In January 2012, the Archbishop Marin Barišić suspended Grubišić for founding a political party, and accepting the parliamentary term. His suspension covered exercise of confession, preaching and celebrating the Holy Mass, as well as the ban on wearing the priestly garments. Grubišić appealed to the Congregation for the Clergy, but his appeal was rejected.

Grubišić actively advocated revision, even termination, of the treaties signed between Croatia and the Holy See, which would, among other things, reduce the amount of taxpayer money annually given to the Catholic Church from the state budget. He criticized Church leadership on several occasions because of their profligacy. He believed that religious communities should be financed only by their members through church tax, praising the example of Germany.

Grubišić also opposed the teaching of religious education in public schools stating that it should only be taught in churches.

During the campaign for the 2013 referendum on prohibiting same-sex marriage, Grubišić stated that "referendum was unnecessary because definition of a marriage as a union between a man and a woman already stands in the family law", as well as that referendum created a form of talibanism, or "exclusion of others and different which is in contrast with the Christs teaching".
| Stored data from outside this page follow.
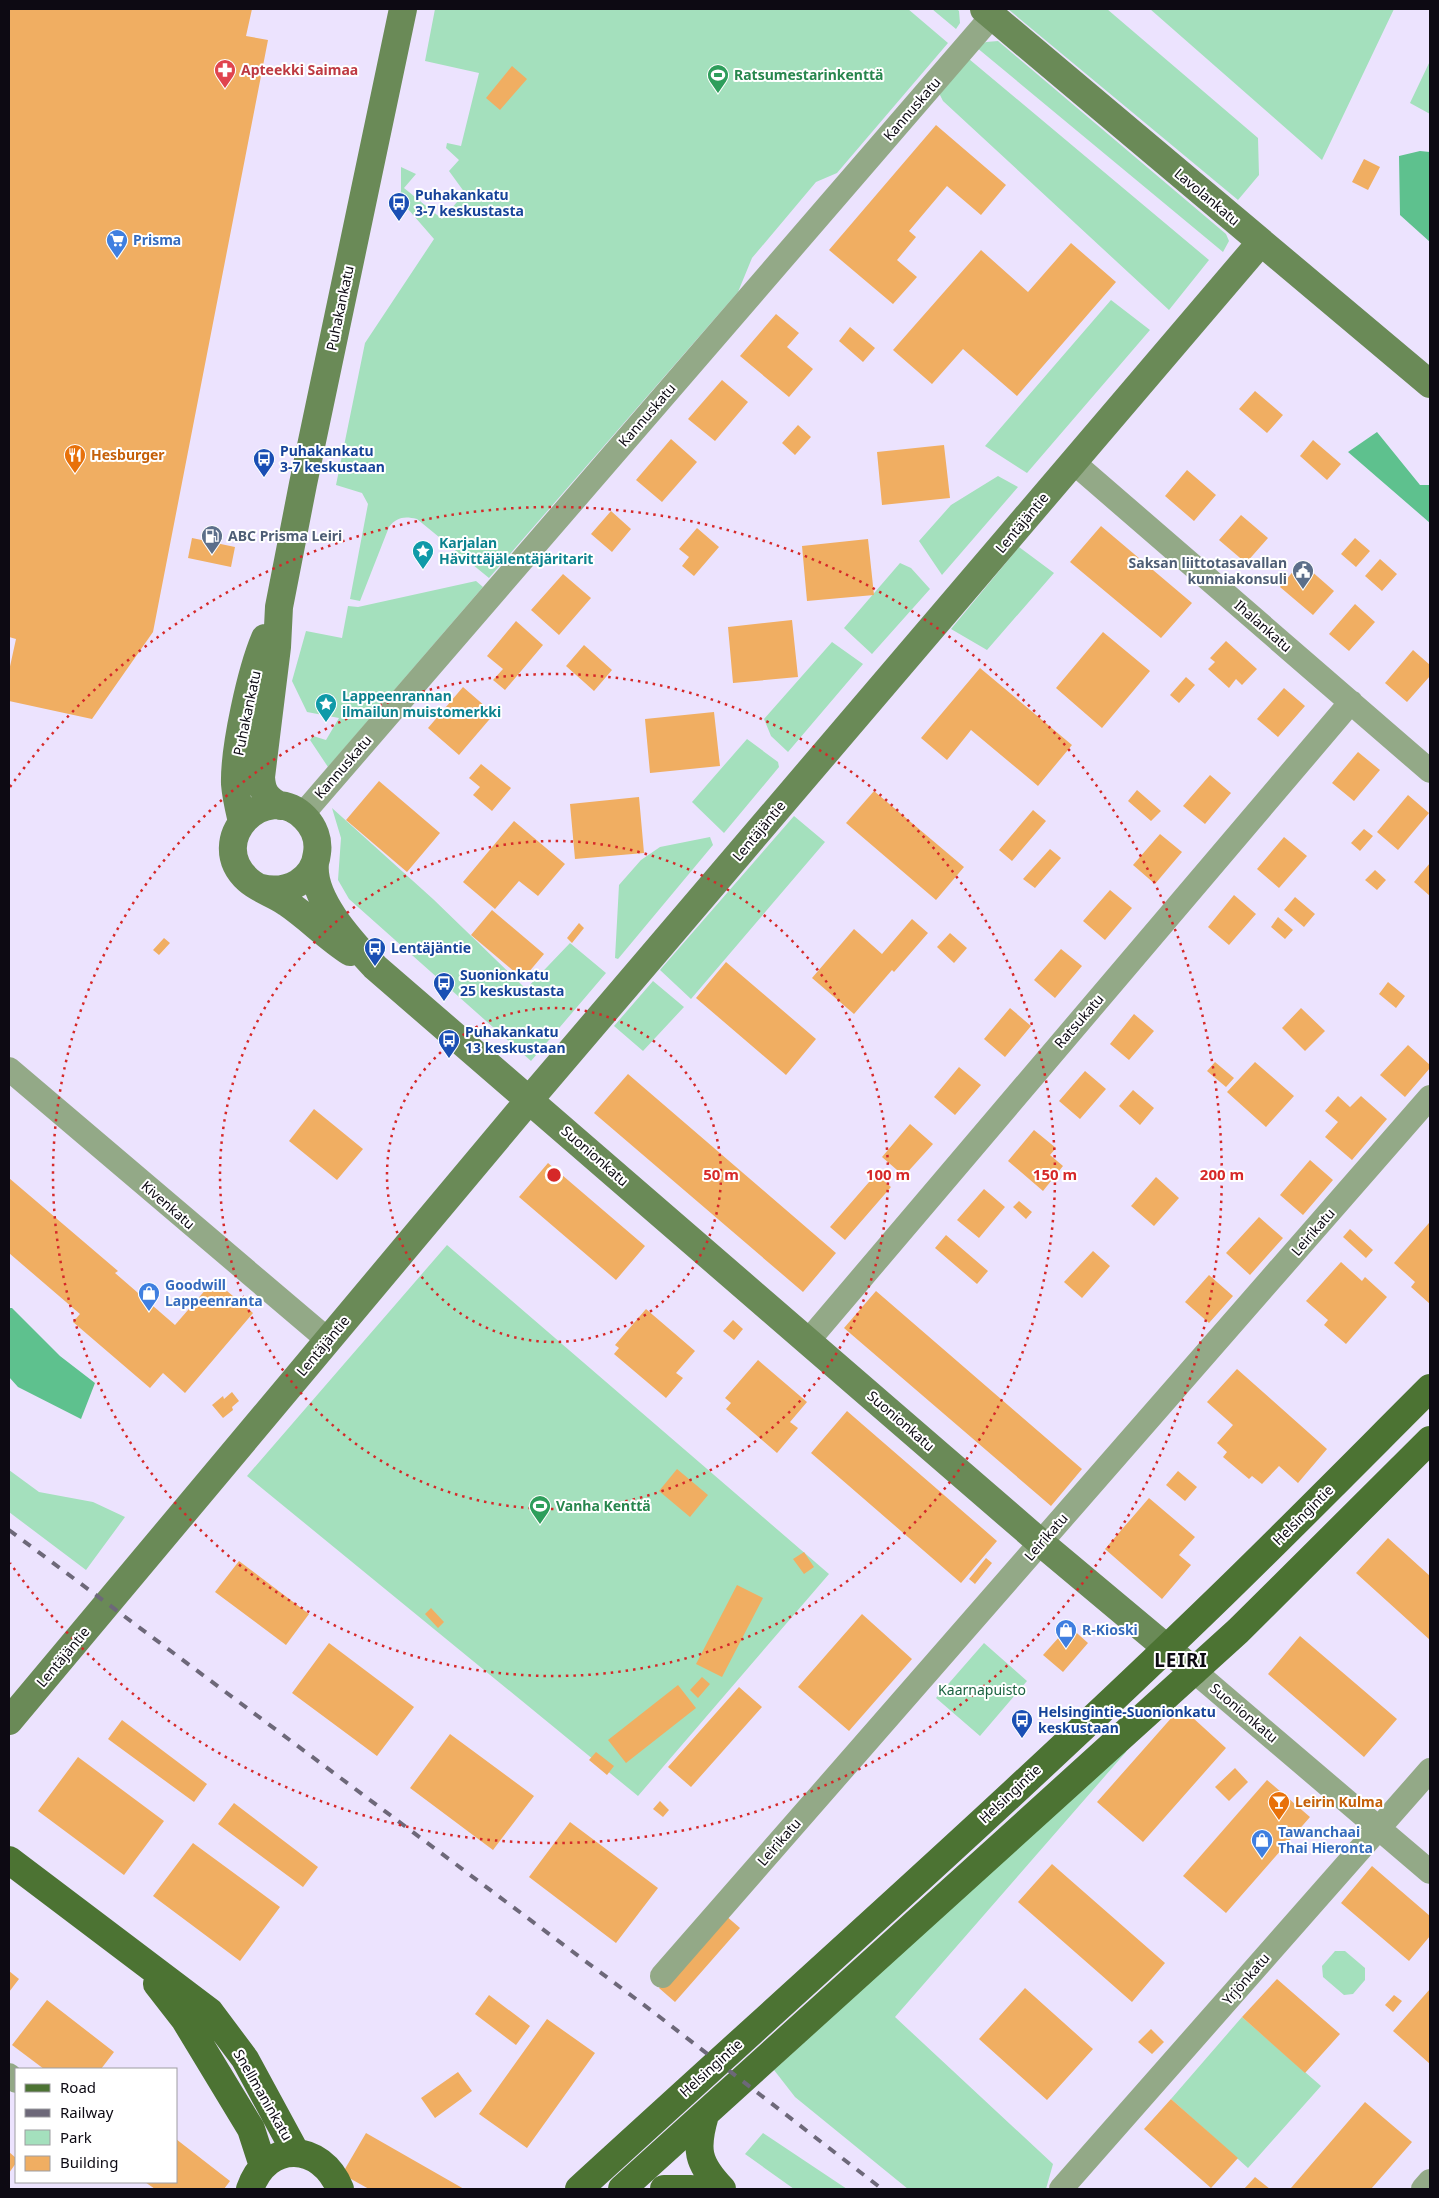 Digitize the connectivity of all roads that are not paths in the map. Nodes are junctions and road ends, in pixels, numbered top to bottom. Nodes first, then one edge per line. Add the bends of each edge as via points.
1 (404, 9) edge
2 (988, 12) edge
3 (1261, 242) junction
4 (1430, 384) edge
5 (1074, 462) junction
6 (278, 607) junction
7 (1351, 702) junction
8 (1430, 771) edge
9 (292, 810) junction
10 (242, 822) junction
11 (315, 863) junction
12 (261, 888) junction
13 (375, 967) junction
14 (9, 1069) edge
15 (1430, 1097) edge
16 (530, 1099) junction
17 (328, 1340) junction
18 (808, 1341) junction
19 (1430, 1388) edge
20 (1430, 1440) edge
21 (1041, 1543) junction
22 (1166, 1648) junction
23 (1194, 1671) junction
24 (9, 1721) edge
25 (1430, 1770) edge
26 (1379, 1828) junction
27 (9, 1860) edge
28 (1430, 1872) edge
29 (138, 1959) junction
30 (662, 1976) dead end
31 (705, 2115) junction
32 (296, 2153) junction
33 (256, 2178) edge
34 (1430, 2181) edge
35 (340, 2189) edge
36 (579, 2189) edge
37 (622, 2189) edge
38 (664, 2189) edge
39 (691, 2189) edge
40 (722, 2189) edge
41 (1061, 2189) edge
42 (1423, 2189) edge

1 - 6 street, Puhakankatu
2 - 3 street, Lavolankatu
2 - 9 street, Kannuskatu
3 - 4 street, Lavolankatu
3 - 5 street, Lentäjäntie
5 - 7 street, Ihalankatu
5 - 16 street, Lentäjäntie
6 - 9 street, Puhakankatu via 277,647 261,777 264,795
6 - 10 street, Puhakankatu via 263,642 238,746 236,784
7 - 8 street, Ihalankatu
7 - 18 street, Ratsukatu
9 - 10 street via 270,806 259,808
9 - 11 street via 309,822 316,837 318,853
10 - 12 street via 233,841 234,858 243,876
11 - 12 street via 306,877 293,886 272,891
11 - 13 street, Suonionkatu via 314,879 324,901 355,946
12 - 13 street, Suonionkatu via 284,900 332,940
13 - 16 street, Suonionkatu
14 - 17 street, Kivenkatu
15 - 21 street, Leirikatu
16 - 17 street, Lentäjäntie
16 - 18 street, Suonionkatu
17 - 24 street, Lentäjäntie
18 - 21 street, Suonionkatu
19 - 22 main road, Helsingintie
20 - 23 main road via 1238,1632
21 - 22 street, Suonionkatu
21 - 30 street, Leirikatu
22 - 23 street, Suonionkatu
22 - 36 main road, Helsingintie via 887,1909
23 - 26 street, Suonionkatu
23 - 31 main road
25 - 26 street, Yrjönkatu
26 - 28 street, Suonionkatu
26 - 41 street, Yrjönkatu
27 - 29 main road, Snellmaninkatu
29 - 32 main road, Snellmaninkatu via 210,2012 245,2059
29 - 33 main road, Snellmaninkatu via 185,2020 251,2129
31 - 37 main road
31 - 40 main road via 698,2145 700,2156 706,2170
32 - 33 main road via 284,2154
32 - 35 main road via 312,2156 324,2164
34 - 42 street
38 - 39 main road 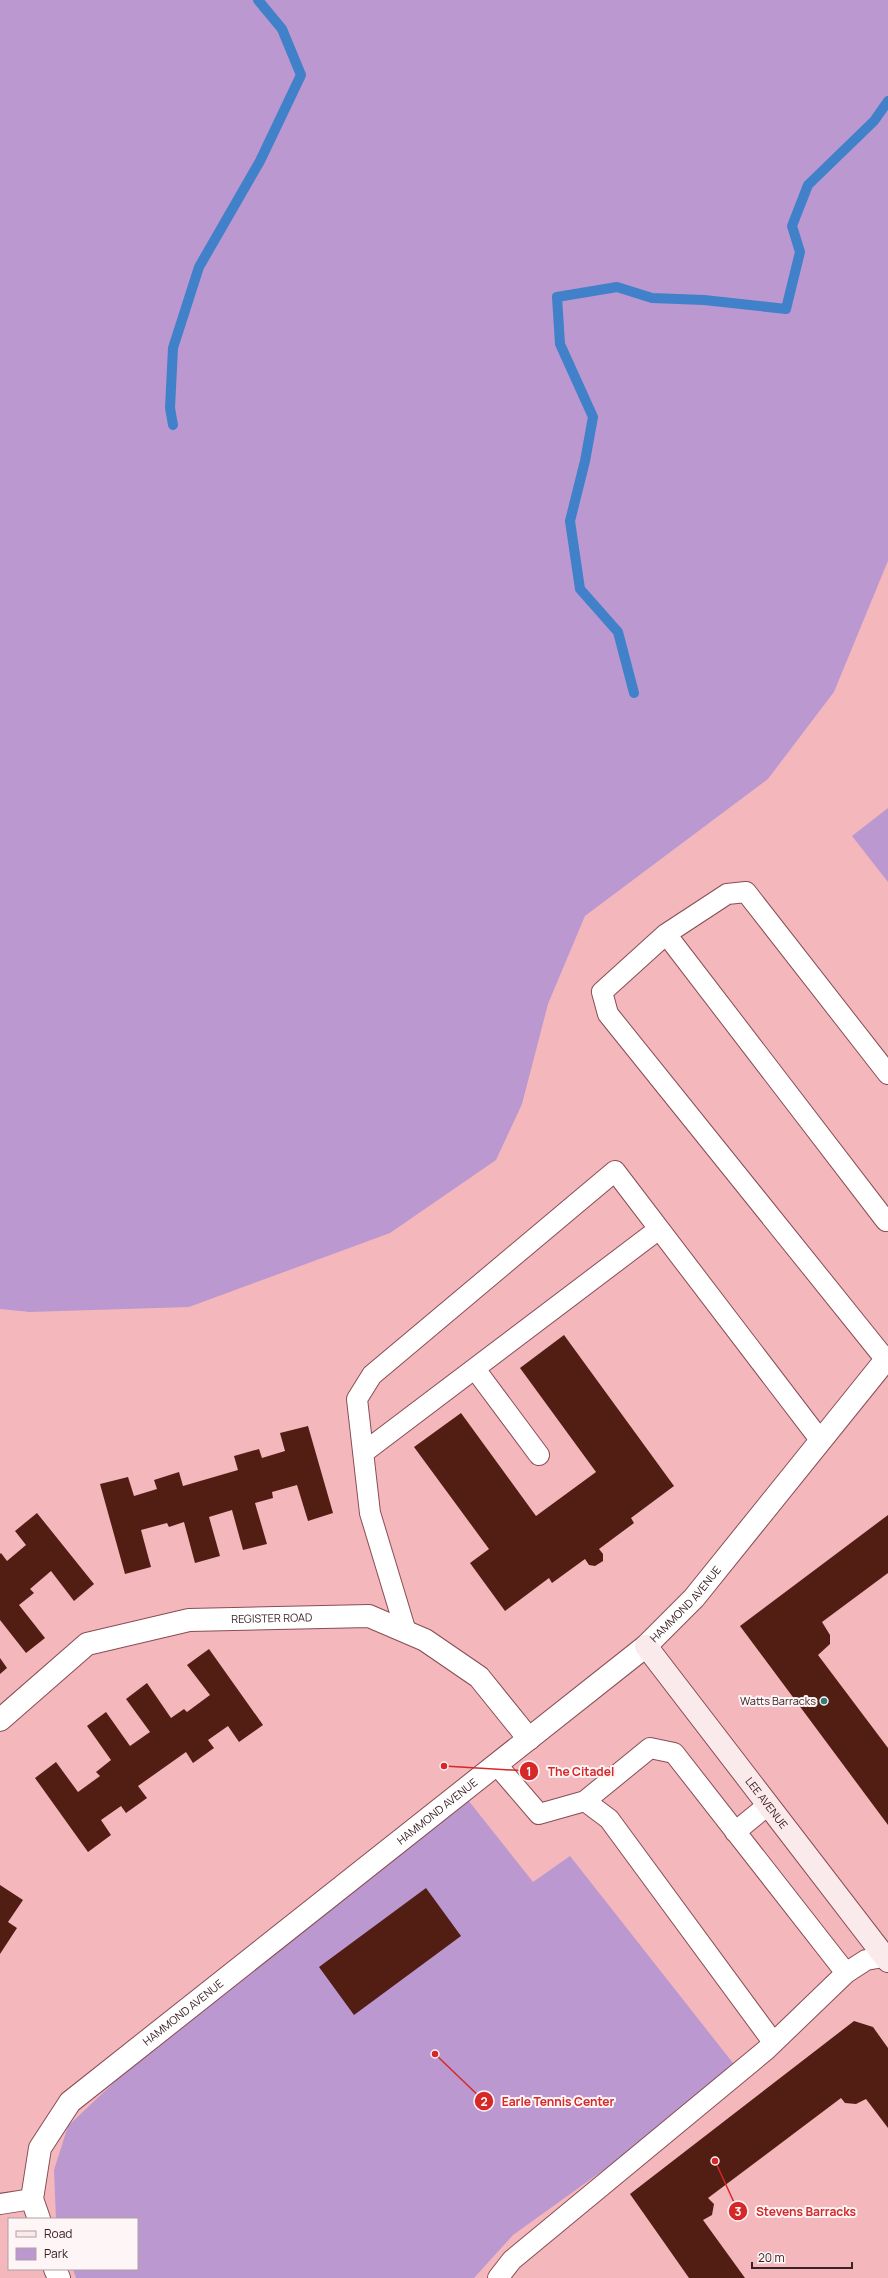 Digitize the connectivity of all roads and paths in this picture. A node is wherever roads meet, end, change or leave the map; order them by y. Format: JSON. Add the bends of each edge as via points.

Grubišić ran on 2013 local elections as a candidate for the Split-Dalmatia county prefect, and eventually came in second. However, he was elected to the Split City Council and served as a city councilor from 2013 until his resignation and formal departure from politics in 2016.

In 2014 interview for Index.hr, Grubišić described Cabinet of Zoran Milanović as "less prone to theft, but incapable and with no results". When commenting on President Ivo Josipović, with whom he was a good friend, he stated that it would've been tragedy if he had been elected for a second term, because "he says what people want to hear, but he didn't initiate any changes to the matters in which he had jurisdiction". Grubišić also criticized nationalism in Croatia stating that "nationalism itself shouldn't be a moral crisis, but the way it's carried out in Croatia is associated with hatred, and hatred should always be suppressed. Hate speech is not a speech of civilized society, particularly human and Christian society." In 2016, he retired from politics and thus his suspension was repealed by the Archbishop.

==Death==
On 19 March 2017, after struggling with health problems Grubišić died in Split, aged 80. He spent his last years in the retirement home for priests in Split. He was buried in his hometown of Dicmo.